Bitcoin Price Crashes Below $65,000 After 5% Two-Hour Selloff

Feb 23, 2026By Nikos Gournas
Nikos Gournas

Bitcoin tumbled more than 5% on Sunday evening, plunging below the $65,000 level in a sharp two-hour selloff that intensified an ongoing six-week downturn. The asset was trading near $64,500 at the time of writing, down approximately $3,500 over the past 24 hours.


The move followed a breakdown from the $67,000 range, where price had been consolidating in relatively tight conditions before accelerating lower into thin weekend liquidity.


Historic Technical Weakness


The latest decline marks a series of unprecedented technical developments:


* Six consecutive negative weekly closes — the first in Bitcoin’s history

* Six straight closes below the 100-week moving average

* Three consecutive weekly closes beneath the 2021 cycle high


Earlier in the week, Bitcoin rebounded from the $60,000 level but failed to break resistance near $71,800. Price then slid toward support around $65,650 before closing near $67,000 — only to collapse lower days later.


According to data from Bitcoin Magazine Pro, trading activity surged during the drop, signaling active distribution rather than passive selling.


Whales Dominate Exchange Inflows


On-chain metrics from CryptoQuant show that large holders are driving the majority of exchange deposits.


Key data points include:


* Exchange whale ratio rising to 0.64 — the highest level since 2015

* Average deposit size increasing to 1.58 BTC — the highest since June 2022

* Seven-day average inflows sitting near 23,000 BTC


While total inflows are down roughly 60% from early February’s spike, exchange activity remains elevated. The data suggests whales are leading selling activity, adding pressure to an already fragile market structure.


When large holders move coins onto exchanges, it often signals intent to sell, increasing short-term volatility risk.


Bears Remain in Control


Market structure continues to favor sellers. Buyers have shown limited follow-through, and attempts to reclaim higher resistance levels have failed.

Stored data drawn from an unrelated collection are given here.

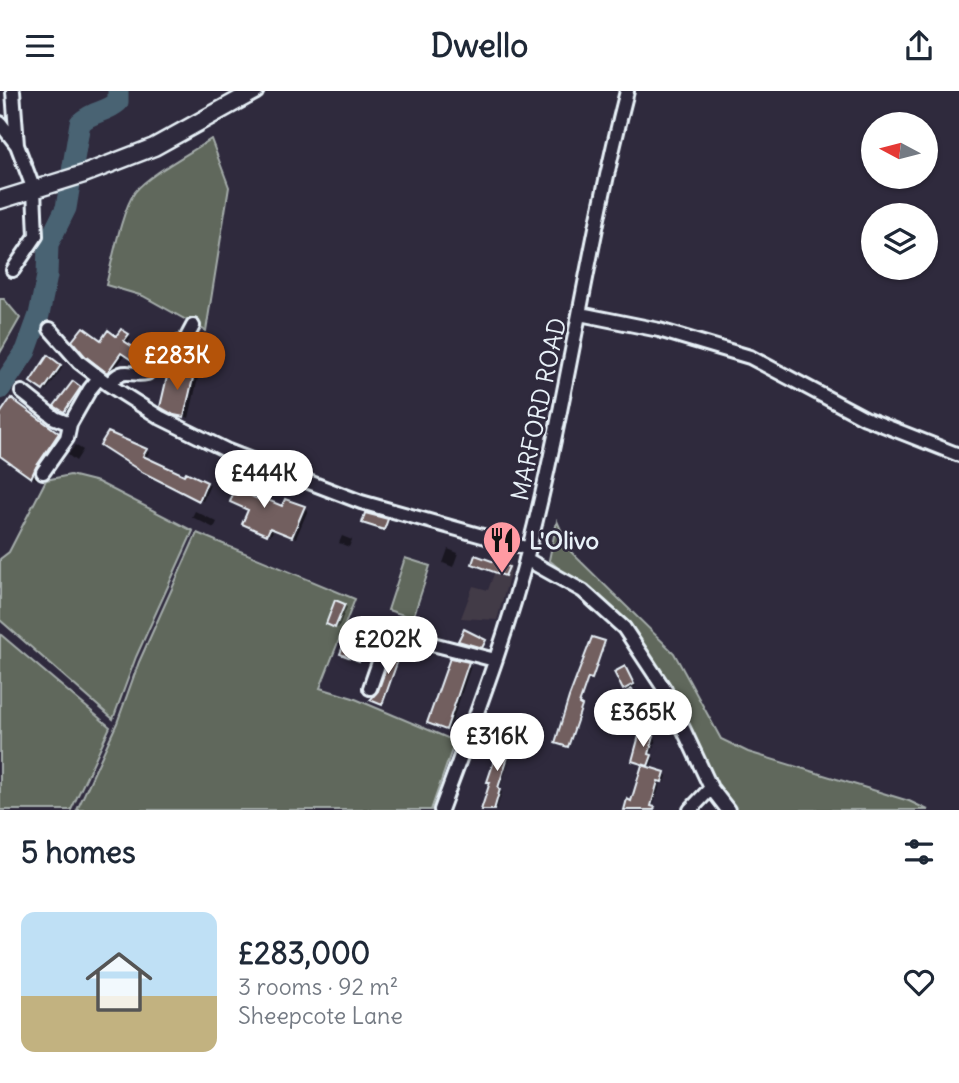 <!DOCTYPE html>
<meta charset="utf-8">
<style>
body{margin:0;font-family:Delius,sans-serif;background:#f6f6f7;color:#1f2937;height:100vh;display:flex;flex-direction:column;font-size:26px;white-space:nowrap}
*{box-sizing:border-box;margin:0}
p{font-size:23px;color:#747a83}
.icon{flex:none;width:38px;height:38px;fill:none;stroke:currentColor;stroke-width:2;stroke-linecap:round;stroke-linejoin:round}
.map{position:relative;height:719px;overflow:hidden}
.sheet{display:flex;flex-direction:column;background:#fff;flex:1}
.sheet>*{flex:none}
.needle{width:46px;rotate:277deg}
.tools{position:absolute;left:861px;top:21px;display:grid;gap:14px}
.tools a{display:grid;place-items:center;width:77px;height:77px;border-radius:50%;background:#fff;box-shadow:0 2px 5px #0004;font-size:35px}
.price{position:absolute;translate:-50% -60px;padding:0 16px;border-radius:24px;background:#fff;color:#222;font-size:23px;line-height:46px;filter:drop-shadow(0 2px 4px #0008)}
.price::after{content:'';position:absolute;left:50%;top:42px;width:21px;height:16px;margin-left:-10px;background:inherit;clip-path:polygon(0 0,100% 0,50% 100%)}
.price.current{background:#b45309;color:#fff}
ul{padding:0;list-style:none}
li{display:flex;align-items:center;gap:21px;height:175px;padding:0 21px}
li+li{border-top:2px solid #e0e1e3}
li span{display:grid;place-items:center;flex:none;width:196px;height:140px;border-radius:14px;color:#555}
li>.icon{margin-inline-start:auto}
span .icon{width:84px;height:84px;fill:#fffc;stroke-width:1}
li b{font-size:30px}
h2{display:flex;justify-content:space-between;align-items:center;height:84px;padding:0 21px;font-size:30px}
header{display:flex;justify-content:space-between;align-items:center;height:91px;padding:0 21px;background:#fff;font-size:32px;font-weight:800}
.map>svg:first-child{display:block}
.built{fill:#433a47}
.green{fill:#60685b;stroke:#a4acaa;stroke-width:2}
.shadow{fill:#0007}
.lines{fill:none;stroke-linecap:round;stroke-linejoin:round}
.river{stroke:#4a6373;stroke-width:21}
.building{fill:#725e5f;stroke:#e8f1f8;stroke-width:2}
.minor-casing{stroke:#e8f1f8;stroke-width:18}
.major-casing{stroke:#e8f1f8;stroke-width:21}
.minor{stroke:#2f2a3d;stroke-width:12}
.major{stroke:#2f2a3d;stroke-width:16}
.labels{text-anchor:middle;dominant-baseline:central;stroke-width:5;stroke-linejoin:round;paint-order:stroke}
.street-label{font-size:24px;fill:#e8f1f8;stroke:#2f2a3d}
.poi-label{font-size:24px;font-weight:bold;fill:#e8f1f8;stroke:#2f2a3d;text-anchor:start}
</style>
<header><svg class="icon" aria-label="menu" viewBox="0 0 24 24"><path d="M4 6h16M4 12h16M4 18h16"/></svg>Dwello<svg class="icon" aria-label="share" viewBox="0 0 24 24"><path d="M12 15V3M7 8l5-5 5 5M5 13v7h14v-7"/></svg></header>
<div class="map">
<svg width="959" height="719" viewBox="0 0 959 719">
<rect width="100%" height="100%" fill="#2f2a3d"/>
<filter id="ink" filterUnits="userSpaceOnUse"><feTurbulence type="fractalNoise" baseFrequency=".0143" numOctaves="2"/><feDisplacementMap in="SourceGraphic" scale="14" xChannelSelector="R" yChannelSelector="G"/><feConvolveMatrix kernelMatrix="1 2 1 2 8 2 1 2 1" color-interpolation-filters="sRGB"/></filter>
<g filter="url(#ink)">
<path class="built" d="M498 458 508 465 511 479 497 529 461 527 473 495 488 499 501 464Z"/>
<path class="green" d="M211 48 229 96 206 240 143 205 106 194C112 171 122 118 135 101 148 84 192 61 211 48Z
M0 208H4L20 227 0 262Z
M70 384 98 391 193 440 136 566 113 628 0 529V468L9 461 46 389Z
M557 430 571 461 674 562 721 648 748 661 909 710 928 719H734L708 687 623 532 549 469Z
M197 442 355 508 320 597 353 607 455 650 431 719H77L117 632 139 571Z
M405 467 430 475 413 527 388 519Z
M0 543 110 636 71 719H0Z"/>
<path class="shadow" d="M122 240 131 247 126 254 151 270 145 275 126 263 112 282 108 280 102 251 117 247Z
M49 267 63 276 46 300 32 290Z
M193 284 198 287 189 327 162 315Z
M74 292 83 298 68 321 57 315Z
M17 312 63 348 41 379 37 389 0 363V326Z
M109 343 149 361 146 368 185 387 187 383 210 394 203 410 183 401Z
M75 354 83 359 76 370 68 364Z
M245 394 249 396 245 404 268 414 283 417 286 410 308 419 296 447 274 438 271 444 248 435 250 419 236 413Z
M195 420 217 431 214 437 192 426Z
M342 445 352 449 349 456 339 452Z
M448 458 458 462 453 476 443 472Z
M336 511 347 516 338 537 328 532Z
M377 529 386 532 383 538 375 535Z
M347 549 367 557 362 570 344 564Z
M604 552 593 587 589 586 579 615 582 617 569 655 557 651Z
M451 569 471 575 449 639 432 633Z
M625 577 636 595 629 598 634 602 648 631 639 635 636 634 630 601 625 598Z
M653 647 656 648 651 665 654 667 651 675 637 671Z
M513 648 515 650 499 700 502 701 496 719H484L492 691Z
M664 683 667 685 665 691 661 690 652 719H625L628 710 633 712Z"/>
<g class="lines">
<path class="river" d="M0 298 26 260 39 224 47 185 48 153 66 117 80 32C95 18 104 23 118 11V0"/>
</g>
<path class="building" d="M83 236 101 249 108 239 116 245 121 238 129 243 124 250 148 266 142 274H139L121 262 107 282 85 265 72 250Z
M48 264 61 274 43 300 30 291Z
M169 277 194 283 184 326 174 324 160 316Z
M73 290 81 296 64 321 54 315Z
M11 307 59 342 36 376 31 387 0 365V323Z
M108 341 147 358 143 365 184 384 186 381 207 391 199 410 142 381 100 354Z
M224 383 246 392 242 401 267 412 268 409 282 415 285 408 305 415 292 446 270 437 267 444 242 433 248 419 230 411 234 400 219 394Z
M365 422 388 428 384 439 362 432Z
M475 464 509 476 505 485 472 473Z
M335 509 345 513 335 537 326 533Z
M464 538 486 549 482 557 458 550Z
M592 546 605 550 592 588 588 587 579 613 582 615 568 656 555 652 569 606Z
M346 547 365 554 359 570 340 563Z
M394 555H403L382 614 370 609 378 600Z
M450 567 469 571 446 639 427 632Z
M625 575 634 593 623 599 614 581Z
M632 598 647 629 635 635 620 604Z
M640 641 654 645 649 663 652 664 648 675 632 670Z
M503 643 514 647 498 697 500 698 494 719H481L490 691H487Z
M642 674 665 681 662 691 658 690 651 715 655 716 654 719H624L627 708 631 710Z"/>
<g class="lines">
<g class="minor-casing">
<path id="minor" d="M13 0 17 54
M0 32 17 54 34 99 36 145 13 179
M580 223 659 239 750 266 865 327 959 364
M50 238 79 271 109 294 161 327 228 360 361 411 529 458
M109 294C122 274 130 286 147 282L168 256 185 250 193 235
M22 301 55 327 70 333
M43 381 67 347 70 333 90 298 99 287
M526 468 583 500 624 537 665 599 711 697 728 719
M374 549 401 545 495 569
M370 597 388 545
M441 719C473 632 507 546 529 457 568 306 588 151 627 0
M690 719 711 697"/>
</g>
<g class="major-casing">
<path id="major" d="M0 109 84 83 154 56 255 0"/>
</g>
<use href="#minor" class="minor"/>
<use href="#major" class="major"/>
</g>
</g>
<defs>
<g id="restaurant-pin" transform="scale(2.0125)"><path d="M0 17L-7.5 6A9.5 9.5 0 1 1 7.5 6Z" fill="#ff9aa2" stroke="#2f2a3d"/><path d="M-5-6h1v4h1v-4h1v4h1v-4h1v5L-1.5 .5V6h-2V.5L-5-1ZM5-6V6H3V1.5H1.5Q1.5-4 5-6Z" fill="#111"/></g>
</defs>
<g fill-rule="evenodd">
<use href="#restaurant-pin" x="502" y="449"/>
</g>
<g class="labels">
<g class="street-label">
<text transform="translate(538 318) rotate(-78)">MARFORD ROAD</text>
</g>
<g class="poi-label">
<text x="529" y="449">L'Olivo</text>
</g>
</g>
</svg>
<div class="tools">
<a><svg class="needle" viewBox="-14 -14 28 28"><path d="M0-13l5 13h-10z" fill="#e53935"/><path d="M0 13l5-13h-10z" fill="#747a83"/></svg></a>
<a><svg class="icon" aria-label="layers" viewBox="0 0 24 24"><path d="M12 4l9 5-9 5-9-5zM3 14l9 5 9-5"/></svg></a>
</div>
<b class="price current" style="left:177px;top:301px">£283K</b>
<b class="price" style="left:264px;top:419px">£444K</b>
<b class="price" style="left:388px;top:585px">£202K</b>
<b class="price" style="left:643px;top:658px">£365K</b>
<b class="price" style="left:497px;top:682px">£316K</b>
</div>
<section class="sheet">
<h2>5 homes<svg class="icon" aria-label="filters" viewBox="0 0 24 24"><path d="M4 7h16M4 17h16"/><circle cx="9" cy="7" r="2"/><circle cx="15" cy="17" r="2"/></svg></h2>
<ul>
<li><span style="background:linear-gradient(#bfe0f5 60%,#c2b280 0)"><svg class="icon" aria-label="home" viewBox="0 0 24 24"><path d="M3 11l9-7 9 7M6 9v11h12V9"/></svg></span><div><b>£283,000</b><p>3 rooms · 92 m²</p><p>Sheepcote Lane</p></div><svg class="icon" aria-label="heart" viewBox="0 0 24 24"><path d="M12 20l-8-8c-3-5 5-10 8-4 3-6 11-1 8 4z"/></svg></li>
</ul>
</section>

The loss of $65,000 weakens short-term momentum and raises the possibility of further downside if support does not stabilize quickly.


Institutional Accumulation Continues Despite Slump


Despite price weakness, several major institutions continue building exposure.


Mubadala Investment Company increased its stake in BlackRock’s iShares Bitcoin Trust (IBIT) to 12.7 million shares worth roughly $630 million as of December 31 — a 46% increase from the prior quarter.


Al Warda Investments also boosted its IBIT holdings to 8.22 million shares. Combined, the two Abu Dhabi funds held more than 20 million IBIT shares valued at over $1.1 billion at year-end 2025.


Meanwhile, Strategy purchased an additional 2,486 BTC for $168.4 million last week, bringing total holdings to 717,131 BTC.


Executive Chairman Michael Saylor hinted that the company could complete its 100th Bitcoin purchase this week, extending a 13-week accumulation streak — despite reporting an estimated $5.8 billion unrealized loss.


Market Outlook


Short-term price action remains under pressure as whale distribution and technical weakness weigh on sentiment. However, continued institutional accumulation suggests that long-term conviction among large players remains intact.


The coming sessions will determine whether Bitcoin can stabilize above key support levels — or if the six-week slump extends further into deeper corrective territory.